Data isolation in tenant architecture on the Google Cloud Platform (GCP)

Multi-tenant architecture, also known as multi-tenancy, is a software architecture in which a single instance of software runs on a server and serves multiple tenants. The distinction between the customers is achieved during application design, thus customers do not share or see each other's data. Over the past several years this was a common pattern that helped cloud providers to reduce the cost of infrastructure. 

Contrary to this, single-tenancy is an architecture in which a single instance of software application and infrastructure serves one customer, providing more isolation, unfortunately resulting in underutilized resources.

As the cost of cloud usage currently comes from on demand usage (in BigQuery most costs are generated by data storage and read bytes) and using serverless solutions like Cloud Run, Cloud Functions does not require provisioning of any machines, therefore tenant architecture should be adjusted from the on-premise environment to cloud. 

Foreword

In this article I will be using the words “client” and “tenants” interchangeably. 

This article demonstrates high level architecture design proportions with the trade offs they bring.

Problem Statement

Let’s consider that you have been asked to design the cloud architecture of a whole startup which specializes and sells as a product firmographic data analysis and forecasting.
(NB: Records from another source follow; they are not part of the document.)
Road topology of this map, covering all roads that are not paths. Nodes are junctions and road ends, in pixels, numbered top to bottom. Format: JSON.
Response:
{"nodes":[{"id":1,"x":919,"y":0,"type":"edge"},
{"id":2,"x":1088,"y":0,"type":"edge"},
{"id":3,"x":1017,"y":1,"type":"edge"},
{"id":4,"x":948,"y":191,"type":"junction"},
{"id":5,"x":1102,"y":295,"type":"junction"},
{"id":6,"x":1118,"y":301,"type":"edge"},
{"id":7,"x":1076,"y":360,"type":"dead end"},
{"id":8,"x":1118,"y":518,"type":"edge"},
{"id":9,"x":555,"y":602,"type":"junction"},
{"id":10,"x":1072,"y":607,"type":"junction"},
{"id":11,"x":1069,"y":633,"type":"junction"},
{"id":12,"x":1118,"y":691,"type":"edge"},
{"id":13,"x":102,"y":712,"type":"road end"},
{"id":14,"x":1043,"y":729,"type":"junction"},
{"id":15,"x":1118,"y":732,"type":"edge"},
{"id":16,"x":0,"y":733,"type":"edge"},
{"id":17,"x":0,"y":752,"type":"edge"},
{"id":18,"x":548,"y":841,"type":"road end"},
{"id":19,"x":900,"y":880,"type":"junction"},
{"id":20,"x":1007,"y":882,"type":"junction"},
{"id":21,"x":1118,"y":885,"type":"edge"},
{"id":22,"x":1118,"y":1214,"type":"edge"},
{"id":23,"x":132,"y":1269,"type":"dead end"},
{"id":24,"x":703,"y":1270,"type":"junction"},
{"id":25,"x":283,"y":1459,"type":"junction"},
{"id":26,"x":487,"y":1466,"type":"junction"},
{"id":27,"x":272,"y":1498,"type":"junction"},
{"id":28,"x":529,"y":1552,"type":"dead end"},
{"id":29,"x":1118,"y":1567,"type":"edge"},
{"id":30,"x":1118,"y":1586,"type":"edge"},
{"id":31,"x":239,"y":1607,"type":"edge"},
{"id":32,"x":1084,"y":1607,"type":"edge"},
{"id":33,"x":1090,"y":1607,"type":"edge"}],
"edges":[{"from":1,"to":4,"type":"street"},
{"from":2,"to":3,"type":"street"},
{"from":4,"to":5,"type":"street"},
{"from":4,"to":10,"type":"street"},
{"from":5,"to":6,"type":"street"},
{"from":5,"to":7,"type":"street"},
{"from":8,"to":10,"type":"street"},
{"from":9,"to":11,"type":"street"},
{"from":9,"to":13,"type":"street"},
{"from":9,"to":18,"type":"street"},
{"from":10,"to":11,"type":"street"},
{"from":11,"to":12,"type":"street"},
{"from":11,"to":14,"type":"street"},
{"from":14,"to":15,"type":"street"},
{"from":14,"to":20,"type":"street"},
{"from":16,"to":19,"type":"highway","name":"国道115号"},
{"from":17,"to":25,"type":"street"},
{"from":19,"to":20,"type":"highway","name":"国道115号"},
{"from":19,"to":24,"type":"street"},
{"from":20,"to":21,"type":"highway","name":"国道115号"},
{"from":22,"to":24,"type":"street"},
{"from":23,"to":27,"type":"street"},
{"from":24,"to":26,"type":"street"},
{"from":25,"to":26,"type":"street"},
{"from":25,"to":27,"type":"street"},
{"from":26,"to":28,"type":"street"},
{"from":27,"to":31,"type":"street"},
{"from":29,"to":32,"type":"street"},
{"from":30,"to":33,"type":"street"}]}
The first thing you need is the data. Preferably firmographic data from your clients. Yet you are not sure what kind of data will be used and if the kind of data will be the same across your clients. Due to this uncertainty there is the need to have an easy way of analyzing the data.

As an experienced data engineer you know that data has to be organized (preferably even cataloged).

You would also like to be prepared for client churn, even if you're sure that your product will revolutionize the data analysis world and the churn will be marginal. Client churn for a prolonged period of time was not even considered as a technical issue, but currently when there are GDPR, CCPA and soon other legislative restrictions which could appear, thoughtful data architecture has to support data deletion after churn. 

“Zero trust security”, “Least-privilege access” are not the buzzwords and not only mature organizations should follow those rules. You also have been asked to consider fine-grained identity and access management (IAM) into the architecture, preferably with the way to provide temporary access to the data for the analytics team in the future.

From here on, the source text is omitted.